▸ Work instruction
Could every line below be written out exactly as it appears?

▸ Information
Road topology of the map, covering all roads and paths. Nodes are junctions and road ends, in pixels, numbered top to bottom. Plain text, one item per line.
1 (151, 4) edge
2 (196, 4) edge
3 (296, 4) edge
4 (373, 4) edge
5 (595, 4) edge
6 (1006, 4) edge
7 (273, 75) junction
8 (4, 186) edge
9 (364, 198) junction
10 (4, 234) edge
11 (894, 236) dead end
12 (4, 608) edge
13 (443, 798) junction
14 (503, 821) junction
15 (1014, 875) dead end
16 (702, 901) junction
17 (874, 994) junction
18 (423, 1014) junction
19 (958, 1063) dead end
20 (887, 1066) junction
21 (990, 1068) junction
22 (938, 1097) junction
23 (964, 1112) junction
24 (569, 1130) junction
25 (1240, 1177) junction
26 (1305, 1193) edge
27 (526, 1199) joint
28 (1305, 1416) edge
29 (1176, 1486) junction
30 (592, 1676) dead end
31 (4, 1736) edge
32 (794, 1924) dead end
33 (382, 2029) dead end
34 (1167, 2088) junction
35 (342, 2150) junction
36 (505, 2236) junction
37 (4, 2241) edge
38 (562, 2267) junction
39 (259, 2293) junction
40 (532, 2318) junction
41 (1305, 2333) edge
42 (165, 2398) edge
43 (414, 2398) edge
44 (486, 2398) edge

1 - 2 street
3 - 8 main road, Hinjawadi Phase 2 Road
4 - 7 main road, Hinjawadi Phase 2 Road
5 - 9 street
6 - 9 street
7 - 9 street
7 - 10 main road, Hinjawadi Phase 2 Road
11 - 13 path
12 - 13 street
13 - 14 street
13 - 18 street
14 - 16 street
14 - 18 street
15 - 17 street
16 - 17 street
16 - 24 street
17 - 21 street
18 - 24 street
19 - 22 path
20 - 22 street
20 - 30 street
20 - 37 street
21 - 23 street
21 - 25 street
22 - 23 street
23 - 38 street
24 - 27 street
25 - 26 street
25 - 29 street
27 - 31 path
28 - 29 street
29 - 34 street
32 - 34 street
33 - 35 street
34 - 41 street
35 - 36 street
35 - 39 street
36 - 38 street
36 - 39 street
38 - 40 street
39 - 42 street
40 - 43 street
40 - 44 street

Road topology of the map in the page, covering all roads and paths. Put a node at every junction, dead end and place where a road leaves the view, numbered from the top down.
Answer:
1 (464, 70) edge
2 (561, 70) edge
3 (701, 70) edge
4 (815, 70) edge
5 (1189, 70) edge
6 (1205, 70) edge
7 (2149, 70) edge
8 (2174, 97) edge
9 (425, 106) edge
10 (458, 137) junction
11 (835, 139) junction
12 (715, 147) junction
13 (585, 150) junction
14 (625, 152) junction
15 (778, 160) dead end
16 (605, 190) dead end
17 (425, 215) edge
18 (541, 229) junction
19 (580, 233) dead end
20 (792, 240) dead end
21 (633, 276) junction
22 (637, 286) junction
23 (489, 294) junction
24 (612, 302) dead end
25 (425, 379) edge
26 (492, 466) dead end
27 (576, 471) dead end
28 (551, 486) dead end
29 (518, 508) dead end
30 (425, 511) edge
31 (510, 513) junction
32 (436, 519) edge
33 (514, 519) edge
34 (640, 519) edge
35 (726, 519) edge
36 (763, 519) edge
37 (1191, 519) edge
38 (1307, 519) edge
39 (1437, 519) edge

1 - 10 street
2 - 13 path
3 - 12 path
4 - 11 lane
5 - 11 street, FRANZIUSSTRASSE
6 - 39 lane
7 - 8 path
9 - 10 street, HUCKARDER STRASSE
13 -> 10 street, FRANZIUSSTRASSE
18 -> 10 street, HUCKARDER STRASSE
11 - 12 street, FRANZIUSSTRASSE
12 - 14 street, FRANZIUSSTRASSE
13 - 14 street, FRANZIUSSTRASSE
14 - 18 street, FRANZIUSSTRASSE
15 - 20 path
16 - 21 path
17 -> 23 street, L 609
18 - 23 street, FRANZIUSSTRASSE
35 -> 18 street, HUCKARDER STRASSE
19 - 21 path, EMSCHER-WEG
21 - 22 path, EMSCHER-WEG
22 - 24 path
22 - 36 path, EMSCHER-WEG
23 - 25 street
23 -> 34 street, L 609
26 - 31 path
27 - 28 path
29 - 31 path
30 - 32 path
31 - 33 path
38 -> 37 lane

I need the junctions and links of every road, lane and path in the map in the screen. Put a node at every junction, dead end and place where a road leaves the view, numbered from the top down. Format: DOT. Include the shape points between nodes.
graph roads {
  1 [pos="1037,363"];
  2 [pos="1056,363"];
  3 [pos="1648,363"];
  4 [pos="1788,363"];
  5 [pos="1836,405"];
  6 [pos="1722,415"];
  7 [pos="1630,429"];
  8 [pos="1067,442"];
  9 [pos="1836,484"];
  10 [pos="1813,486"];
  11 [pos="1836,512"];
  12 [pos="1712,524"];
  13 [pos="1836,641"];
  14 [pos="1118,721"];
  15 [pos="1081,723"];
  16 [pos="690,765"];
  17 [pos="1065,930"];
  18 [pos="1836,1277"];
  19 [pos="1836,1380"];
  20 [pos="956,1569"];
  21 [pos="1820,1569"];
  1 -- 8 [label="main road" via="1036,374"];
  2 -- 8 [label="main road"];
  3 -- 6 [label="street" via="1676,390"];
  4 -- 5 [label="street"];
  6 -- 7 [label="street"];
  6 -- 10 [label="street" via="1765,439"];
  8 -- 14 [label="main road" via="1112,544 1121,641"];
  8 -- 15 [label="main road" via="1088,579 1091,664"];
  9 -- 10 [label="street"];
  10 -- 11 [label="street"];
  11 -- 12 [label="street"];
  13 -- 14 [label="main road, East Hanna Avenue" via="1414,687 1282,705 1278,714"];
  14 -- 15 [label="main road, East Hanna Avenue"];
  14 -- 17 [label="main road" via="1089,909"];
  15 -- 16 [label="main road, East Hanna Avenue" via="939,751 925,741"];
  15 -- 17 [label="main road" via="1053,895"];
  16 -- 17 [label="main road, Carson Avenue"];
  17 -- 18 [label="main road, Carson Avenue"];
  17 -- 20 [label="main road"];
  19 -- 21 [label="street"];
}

▸ Worked solution
Road topology of the map, covering all roads and paths. Nodes are junctions and road ends, in pixels, numbered top to bottom. Plain text, one item per line.
1 (151, 4) edge
2 (196, 4) edge
3 (296, 4) edge
4 (373, 4) edge
5 (595, 4) edge
6 (1006, 4) edge
7 (273, 75) junction
8 (4, 186) edge
9 (364, 198) junction
10 (4, 234) edge
11 (894, 236) dead end
12 (4, 608) edge
13 (443, 798) junction
14 (503, 821) junction
15 (1014, 875) dead end
16 (702, 901) junction
17 (874, 994) junction
18 (423, 1014) junction
19 (958, 1063) dead end
20 (887, 1066) junction
21 (990, 1068) junction
22 (938, 1097) junction
23 (964, 1112) junction
24 (569, 1130) junction
25 (1240, 1177) junction
26 (1305, 1193) edge
27 (526, 1199) joint
28 (1305, 1416) edge
29 (1176, 1486) junction
30 (592, 1676) dead end
31 (4, 1736) edge
32 (794, 1924) dead end
33 (382, 2029) dead end
34 (1167, 2088) junction
35 (342, 2150) junction
36 (505, 2236) junction
37 (4, 2241) edge
38 (562, 2267) junction
39 (259, 2293) junction
40 (532, 2318) junction
41 (1305, 2333) edge
42 (165, 2398) edge
43 (414, 2398) edge
44 (486, 2398) edge

1 - 2 street
3 - 8 main road, Hinjawadi Phase 2 Road
4 - 7 main road, Hinjawadi Phase 2 Road
5 - 9 street
6 - 9 street
7 - 9 street
7 - 10 main road, Hinjawadi Phase 2 Road
11 - 13 path
12 - 13 street
13 - 14 street
13 - 18 street
14 - 16 street
14 - 18 street
15 - 17 street
16 - 17 street
16 - 24 street
17 - 21 street
18 - 24 street
19 - 22 path
20 - 22 street
20 - 30 street
20 - 37 street
21 - 23 street
21 - 25 street
22 - 23 street
23 - 38 street
24 - 27 street
25 - 26 street
25 - 29 street
27 - 31 path
28 - 29 street
29 - 34 street
32 - 34 street
33 - 35 street
34 - 41 street
35 - 36 street
35 - 39 street
36 - 38 street
36 - 39 street
38 - 40 street
39 - 42 street
40 - 43 street
40 - 44 street

Road topology of the map in the page, covering all roads and paths. Put a node at every junction, dead end and place where a road leaves the view, numbered from the top down.
Answer:
1 (464, 70) edge
2 (561, 70) edge
3 (701, 70) edge
4 (815, 70) edge
5 (1189, 70) edge
6 (1205, 70) edge
7 (2149, 70) edge
8 (2174, 97) edge
9 (425, 106) edge
10 (458, 137) junction
11 (835, 139) junction
12 (715, 147) junction
13 (585, 150) junction
14 (625, 152) junction
15 (778, 160) dead end
16 (605, 190) dead end
17 (425, 215) edge
18 (541, 229) junction
19 (580, 233) dead end
20 (792, 240) dead end
21 (633, 276) junction
22 (637, 286) junction
23 (489, 294) junction
24 (612, 302) dead end
25 (425, 379) edge
26 (492, 466) dead end
27 (576, 471) dead end
28 (551, 486) dead end
29 (518, 508) dead end
30 (425, 511) edge
31 (510, 513) junction
32 (436, 519) edge
33 (514, 519) edge
34 (640, 519) edge
35 (726, 519) edge
36 (763, 519) edge
37 (1191, 519) edge
38 (1307, 519) edge
39 (1437, 519) edge

1 - 10 street
2 - 13 path
3 - 12 path
4 - 11 lane
5 - 11 street, FRANZIUSSTRASSE
6 - 39 lane
7 - 8 path
9 - 10 street, HUCKARDER STRASSE
13 -> 10 street, FRANZIUSSTRASSE
18 -> 10 street, HUCKARDER STRASSE
11 - 12 street, FRANZIUSSTRASSE
12 - 14 street, FRANZIUSSTRASSE
13 - 14 street, FRANZIUSSTRASSE
14 - 18 street, FRANZIUSSTRASSE
15 - 20 path
16 - 21 path
17 -> 23 street, L 609
18 - 23 street, FRANZIUSSTRASSE
35 -> 18 street, HUCKARDER STRASSE
19 - 21 path, EMSCHER-WEG
21 - 22 path, EMSCHER-WEG
22 - 24 path
22 - 36 path, EMSCHER-WEG
23 - 25 street
23 -> 34 street, L 609
26 - 31 path
27 - 28 path
29 - 31 path
30 - 32 path
31 - 33 path
38 -> 37 lane

I need the junctions and links of every road, lane and path in the map in the screen. Put a node at every junction, dead end and place where a road leaves the view, numbered from the top down. Format: DOT. Include the shape points between nodes.
graph roads {
  1 [pos="1037,363"];
  2 [pos="1056,363"];
  3 [pos="1648,363"];
  4 [pos="1788,363"];
  5 [pos="1836,405"];
  6 [pos="1722,415"];
  7 [pos="1630,429"];
  8 [pos="1067,442"];
  9 [pos="1836,484"];
  10 [pos="1813,486"];
  11 [pos="1836,512"];
  12 [pos="1712,524"];
  13 [pos="1836,641"];
  14 [pos="1118,721"];
  15 [pos="1081,723"];
  16 [pos="690,765"];
  17 [pos="1065,930"];
  18 [pos="1836,1277"];
  19 [pos="1836,1380"];
  20 [pos="956,1569"];
  21 [pos="1820,1569"];
  1 -- 8 [label="main road" via="1036,374"];
  2 -- 8 [label="main road"];
  3 -- 6 [label="street" via="1676,390"];
  4 -- 5 [label="street"];
  6 -- 7 [label="street"];
  6 -- 10 [label="street" via="1765,439"];
  8 -- 14 [label="main road" via="1112,544 1121,641"];
  8 -- 15 [label="main road" via="1088,579 1091,664"];
  9 -- 10 [label="street"];
  10 -- 11 [label="street"];
  11 -- 12 [label="street"];
  13 -- 14 [label="main road, East Hanna Avenue" via="1414,687 1282,705 1278,714"];
  14 -- 15 [label="main road, East Hanna Avenue"];
  14 -- 17 [label="main road" via="1089,909"];
  15 -- 16 [label="main road, East Hanna Avenue" via="939,751 925,741"];
  15 -- 17 [label="main road" via="1053,895"];
  16 -- 17 [label="main road, Carson Avenue"];
  17 -- 18 [label="main road, Carson Avenue"];
  17 -- 20 [label="main road"];
  19 -- 21 [label="street"];
}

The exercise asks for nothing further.